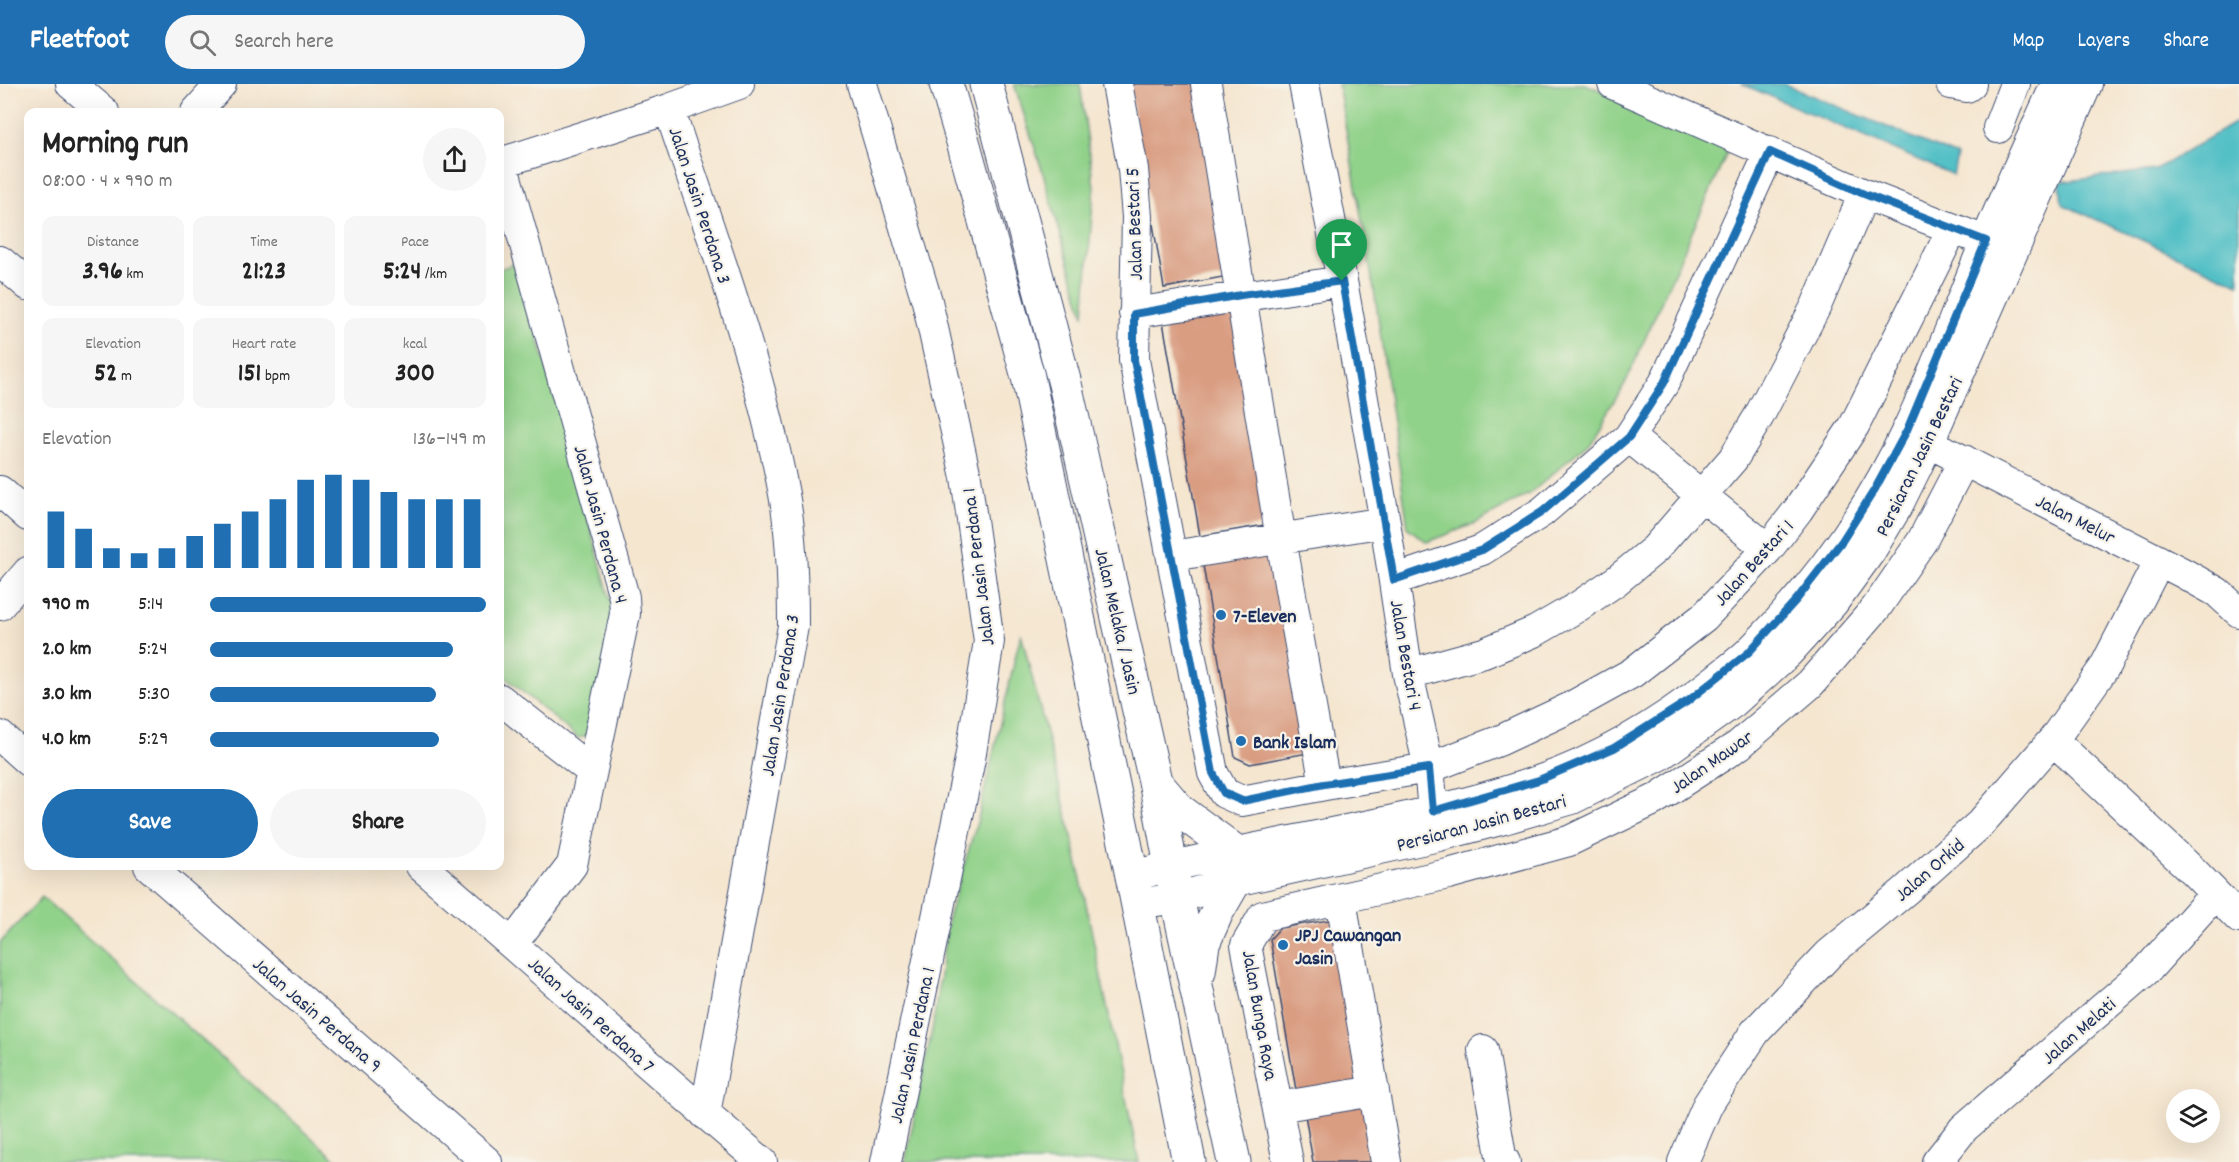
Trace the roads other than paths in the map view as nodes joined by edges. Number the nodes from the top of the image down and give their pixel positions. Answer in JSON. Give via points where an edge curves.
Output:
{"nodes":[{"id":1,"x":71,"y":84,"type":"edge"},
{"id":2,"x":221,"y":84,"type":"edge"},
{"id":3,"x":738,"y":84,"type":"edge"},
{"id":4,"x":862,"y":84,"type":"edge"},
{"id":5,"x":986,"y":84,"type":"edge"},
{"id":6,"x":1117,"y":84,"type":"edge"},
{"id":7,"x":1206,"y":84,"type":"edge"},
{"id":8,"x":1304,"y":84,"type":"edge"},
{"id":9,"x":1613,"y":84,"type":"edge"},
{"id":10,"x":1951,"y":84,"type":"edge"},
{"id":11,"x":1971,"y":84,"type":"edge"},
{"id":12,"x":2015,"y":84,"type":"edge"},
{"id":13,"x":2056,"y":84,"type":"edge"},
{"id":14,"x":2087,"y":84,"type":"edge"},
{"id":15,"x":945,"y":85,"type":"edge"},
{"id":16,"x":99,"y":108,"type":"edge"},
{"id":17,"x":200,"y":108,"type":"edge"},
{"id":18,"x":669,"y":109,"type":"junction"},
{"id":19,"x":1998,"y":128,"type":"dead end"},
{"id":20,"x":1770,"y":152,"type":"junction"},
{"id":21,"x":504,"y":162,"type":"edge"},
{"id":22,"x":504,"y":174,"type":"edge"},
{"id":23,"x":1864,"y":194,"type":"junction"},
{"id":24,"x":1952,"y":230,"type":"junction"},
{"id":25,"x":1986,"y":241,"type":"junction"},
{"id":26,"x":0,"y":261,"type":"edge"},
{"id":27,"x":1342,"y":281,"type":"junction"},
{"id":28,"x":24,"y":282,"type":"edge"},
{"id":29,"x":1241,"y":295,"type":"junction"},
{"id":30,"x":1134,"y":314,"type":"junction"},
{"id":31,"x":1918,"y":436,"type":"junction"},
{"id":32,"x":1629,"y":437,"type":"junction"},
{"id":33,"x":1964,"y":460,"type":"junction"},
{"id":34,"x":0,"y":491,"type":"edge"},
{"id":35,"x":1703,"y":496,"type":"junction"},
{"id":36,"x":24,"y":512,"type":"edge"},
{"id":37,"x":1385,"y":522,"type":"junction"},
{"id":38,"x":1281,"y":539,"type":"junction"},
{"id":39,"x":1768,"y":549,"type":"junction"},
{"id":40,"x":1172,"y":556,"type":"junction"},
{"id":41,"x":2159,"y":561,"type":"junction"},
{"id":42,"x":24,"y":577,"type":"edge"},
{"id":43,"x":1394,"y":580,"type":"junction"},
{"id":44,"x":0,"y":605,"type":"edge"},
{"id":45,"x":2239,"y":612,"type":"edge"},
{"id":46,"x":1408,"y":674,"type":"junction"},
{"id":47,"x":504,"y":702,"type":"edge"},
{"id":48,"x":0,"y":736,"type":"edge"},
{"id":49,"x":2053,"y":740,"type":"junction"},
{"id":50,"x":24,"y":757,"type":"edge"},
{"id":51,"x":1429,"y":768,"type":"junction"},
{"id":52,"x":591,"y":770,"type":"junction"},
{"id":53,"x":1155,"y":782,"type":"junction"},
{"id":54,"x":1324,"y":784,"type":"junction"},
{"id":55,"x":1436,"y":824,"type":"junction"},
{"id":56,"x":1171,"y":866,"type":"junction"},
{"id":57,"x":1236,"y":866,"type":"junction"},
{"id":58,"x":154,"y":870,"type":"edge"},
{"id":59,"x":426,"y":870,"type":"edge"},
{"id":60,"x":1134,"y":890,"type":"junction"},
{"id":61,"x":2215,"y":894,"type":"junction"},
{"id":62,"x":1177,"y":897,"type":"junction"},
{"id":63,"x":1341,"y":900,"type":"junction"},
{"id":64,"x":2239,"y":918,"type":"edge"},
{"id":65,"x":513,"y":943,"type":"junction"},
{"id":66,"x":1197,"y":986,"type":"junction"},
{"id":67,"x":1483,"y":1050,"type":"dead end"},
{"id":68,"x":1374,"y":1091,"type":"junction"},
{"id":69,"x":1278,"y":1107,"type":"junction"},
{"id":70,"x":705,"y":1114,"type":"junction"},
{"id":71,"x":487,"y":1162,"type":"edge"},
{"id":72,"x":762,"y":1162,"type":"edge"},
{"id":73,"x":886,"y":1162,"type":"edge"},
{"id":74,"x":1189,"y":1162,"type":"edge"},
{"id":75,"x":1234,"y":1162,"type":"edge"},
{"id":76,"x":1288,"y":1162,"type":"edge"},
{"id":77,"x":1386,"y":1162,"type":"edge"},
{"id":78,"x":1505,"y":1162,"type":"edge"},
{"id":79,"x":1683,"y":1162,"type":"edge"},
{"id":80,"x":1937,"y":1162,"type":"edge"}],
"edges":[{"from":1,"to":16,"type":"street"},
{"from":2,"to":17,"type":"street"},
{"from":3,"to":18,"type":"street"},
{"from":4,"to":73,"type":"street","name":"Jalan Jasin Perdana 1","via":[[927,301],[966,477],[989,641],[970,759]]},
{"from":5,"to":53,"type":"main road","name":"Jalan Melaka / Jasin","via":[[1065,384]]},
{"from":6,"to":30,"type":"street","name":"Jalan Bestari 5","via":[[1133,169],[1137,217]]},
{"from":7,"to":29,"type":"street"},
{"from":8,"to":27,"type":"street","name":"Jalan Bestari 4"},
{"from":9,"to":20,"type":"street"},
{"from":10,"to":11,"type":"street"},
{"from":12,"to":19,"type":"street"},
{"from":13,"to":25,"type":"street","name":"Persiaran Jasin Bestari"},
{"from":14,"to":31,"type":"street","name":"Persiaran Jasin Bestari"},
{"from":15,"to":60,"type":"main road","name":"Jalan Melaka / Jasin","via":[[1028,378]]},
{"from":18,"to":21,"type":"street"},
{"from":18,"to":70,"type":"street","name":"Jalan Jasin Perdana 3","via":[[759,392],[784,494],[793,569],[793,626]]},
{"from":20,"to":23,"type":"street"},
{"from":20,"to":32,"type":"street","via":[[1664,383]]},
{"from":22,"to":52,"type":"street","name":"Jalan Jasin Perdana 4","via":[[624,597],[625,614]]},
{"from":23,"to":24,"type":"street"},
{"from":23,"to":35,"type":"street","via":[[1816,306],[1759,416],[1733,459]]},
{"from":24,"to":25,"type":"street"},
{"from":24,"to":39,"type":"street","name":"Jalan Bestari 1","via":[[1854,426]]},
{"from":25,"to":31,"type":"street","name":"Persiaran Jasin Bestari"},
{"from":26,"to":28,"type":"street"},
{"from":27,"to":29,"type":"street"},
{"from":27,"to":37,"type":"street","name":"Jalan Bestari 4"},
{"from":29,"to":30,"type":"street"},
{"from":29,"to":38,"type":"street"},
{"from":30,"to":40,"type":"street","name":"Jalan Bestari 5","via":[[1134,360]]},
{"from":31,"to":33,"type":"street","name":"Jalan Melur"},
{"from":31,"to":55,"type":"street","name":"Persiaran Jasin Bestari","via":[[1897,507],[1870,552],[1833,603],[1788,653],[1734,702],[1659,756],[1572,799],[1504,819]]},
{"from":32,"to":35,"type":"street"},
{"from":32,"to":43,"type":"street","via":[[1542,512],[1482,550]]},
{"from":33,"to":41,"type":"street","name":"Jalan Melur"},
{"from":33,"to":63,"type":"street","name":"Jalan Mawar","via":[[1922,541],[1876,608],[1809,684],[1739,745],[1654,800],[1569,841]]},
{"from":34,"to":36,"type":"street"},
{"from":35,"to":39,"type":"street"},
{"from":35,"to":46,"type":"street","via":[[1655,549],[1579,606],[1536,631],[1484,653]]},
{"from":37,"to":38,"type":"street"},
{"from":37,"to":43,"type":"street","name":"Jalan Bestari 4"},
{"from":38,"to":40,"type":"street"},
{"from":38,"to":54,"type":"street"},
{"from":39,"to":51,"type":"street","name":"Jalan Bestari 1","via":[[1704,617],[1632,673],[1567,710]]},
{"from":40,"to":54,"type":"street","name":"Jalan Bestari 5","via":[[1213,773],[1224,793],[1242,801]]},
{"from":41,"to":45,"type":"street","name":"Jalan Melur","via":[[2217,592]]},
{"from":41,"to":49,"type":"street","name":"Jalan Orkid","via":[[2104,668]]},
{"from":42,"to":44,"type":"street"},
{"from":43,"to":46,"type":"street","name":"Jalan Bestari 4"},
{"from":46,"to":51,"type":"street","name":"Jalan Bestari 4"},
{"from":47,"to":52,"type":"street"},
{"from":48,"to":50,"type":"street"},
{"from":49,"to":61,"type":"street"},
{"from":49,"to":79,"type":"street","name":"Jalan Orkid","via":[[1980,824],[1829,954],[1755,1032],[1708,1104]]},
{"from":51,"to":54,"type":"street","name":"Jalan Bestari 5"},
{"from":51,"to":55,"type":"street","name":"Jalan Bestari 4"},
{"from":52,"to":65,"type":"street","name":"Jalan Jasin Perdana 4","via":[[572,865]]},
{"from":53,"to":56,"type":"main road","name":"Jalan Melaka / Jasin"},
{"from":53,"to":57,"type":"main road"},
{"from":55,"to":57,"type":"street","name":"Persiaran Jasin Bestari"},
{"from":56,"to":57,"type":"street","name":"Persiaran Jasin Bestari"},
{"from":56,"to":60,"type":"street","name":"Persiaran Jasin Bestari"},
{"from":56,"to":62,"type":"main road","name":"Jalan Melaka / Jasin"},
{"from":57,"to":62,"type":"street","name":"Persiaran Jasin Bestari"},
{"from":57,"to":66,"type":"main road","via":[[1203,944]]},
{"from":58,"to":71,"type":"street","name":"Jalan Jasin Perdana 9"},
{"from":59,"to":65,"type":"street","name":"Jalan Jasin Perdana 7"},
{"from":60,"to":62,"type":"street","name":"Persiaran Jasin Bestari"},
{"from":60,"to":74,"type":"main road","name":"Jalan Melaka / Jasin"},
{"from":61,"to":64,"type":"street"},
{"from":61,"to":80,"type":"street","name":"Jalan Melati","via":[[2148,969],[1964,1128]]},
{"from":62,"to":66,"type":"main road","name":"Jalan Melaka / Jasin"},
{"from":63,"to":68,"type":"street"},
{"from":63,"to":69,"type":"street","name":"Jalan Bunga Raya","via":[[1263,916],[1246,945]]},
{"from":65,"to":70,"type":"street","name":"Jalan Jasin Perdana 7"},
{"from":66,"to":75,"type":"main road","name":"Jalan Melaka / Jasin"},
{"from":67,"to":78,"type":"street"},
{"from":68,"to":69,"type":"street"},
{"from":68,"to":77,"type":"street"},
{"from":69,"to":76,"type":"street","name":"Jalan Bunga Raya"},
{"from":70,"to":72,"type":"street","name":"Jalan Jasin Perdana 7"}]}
* * *
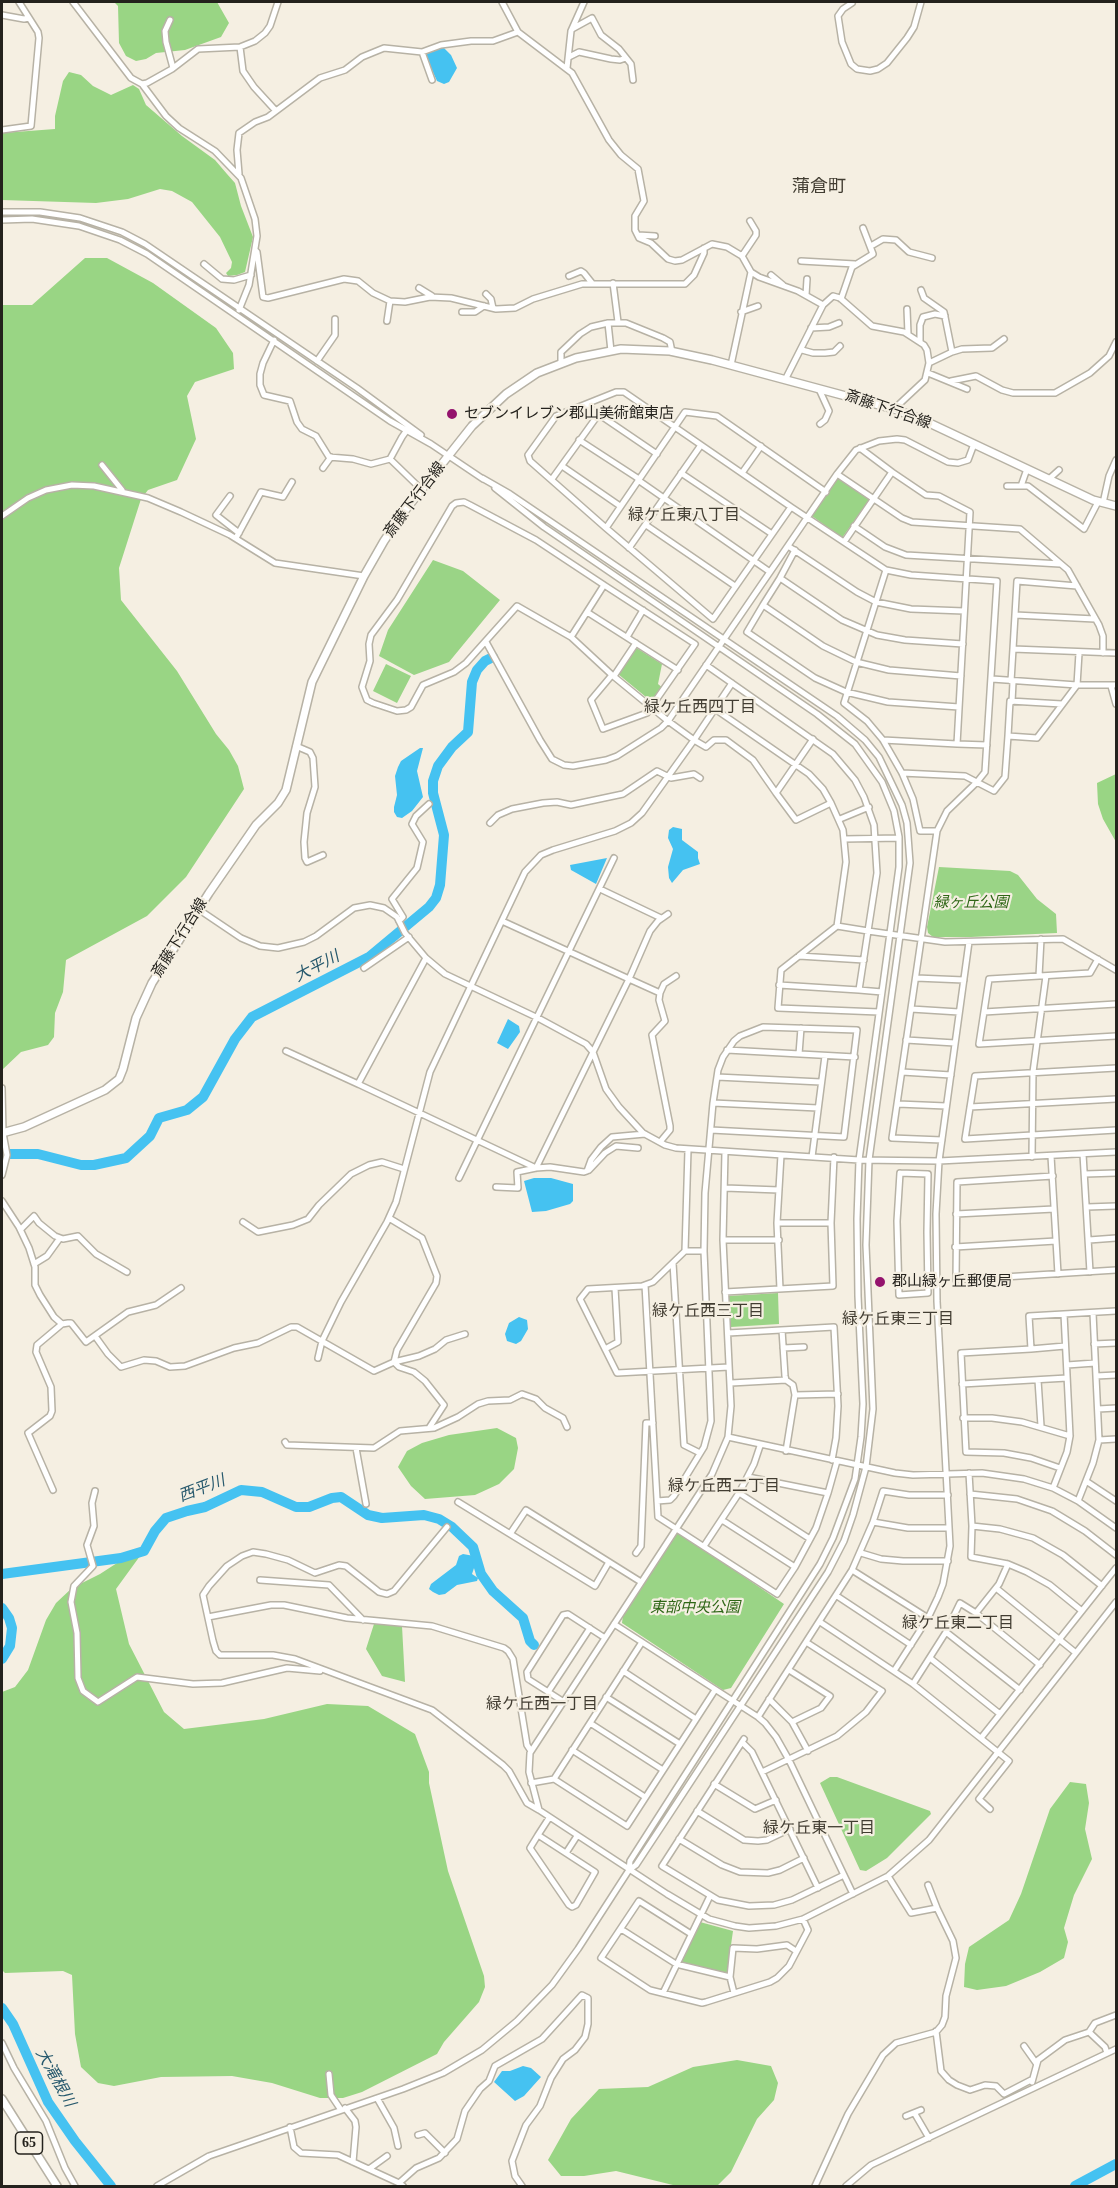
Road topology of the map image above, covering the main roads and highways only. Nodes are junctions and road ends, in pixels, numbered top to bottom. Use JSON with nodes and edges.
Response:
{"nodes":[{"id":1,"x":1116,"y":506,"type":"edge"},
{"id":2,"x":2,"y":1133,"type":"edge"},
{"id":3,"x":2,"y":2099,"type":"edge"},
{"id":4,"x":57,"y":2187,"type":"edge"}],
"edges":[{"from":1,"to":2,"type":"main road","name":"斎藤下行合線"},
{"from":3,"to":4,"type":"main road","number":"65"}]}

What needs to be done: Look through the entries above; copy every line holding the string "roads".

Task response:
Trace the roads other than paths in the map view as nodes joined by edges. Number the nodes from the top of the image down and give their pixel positions. Answer in JSON. Give via points where an edge curves.
Road topology of the map image above, covering the main roads and highways only. Nodes are junctions and road ends, in pixels, numbered top to bottom. Use JSON with nodes and edges.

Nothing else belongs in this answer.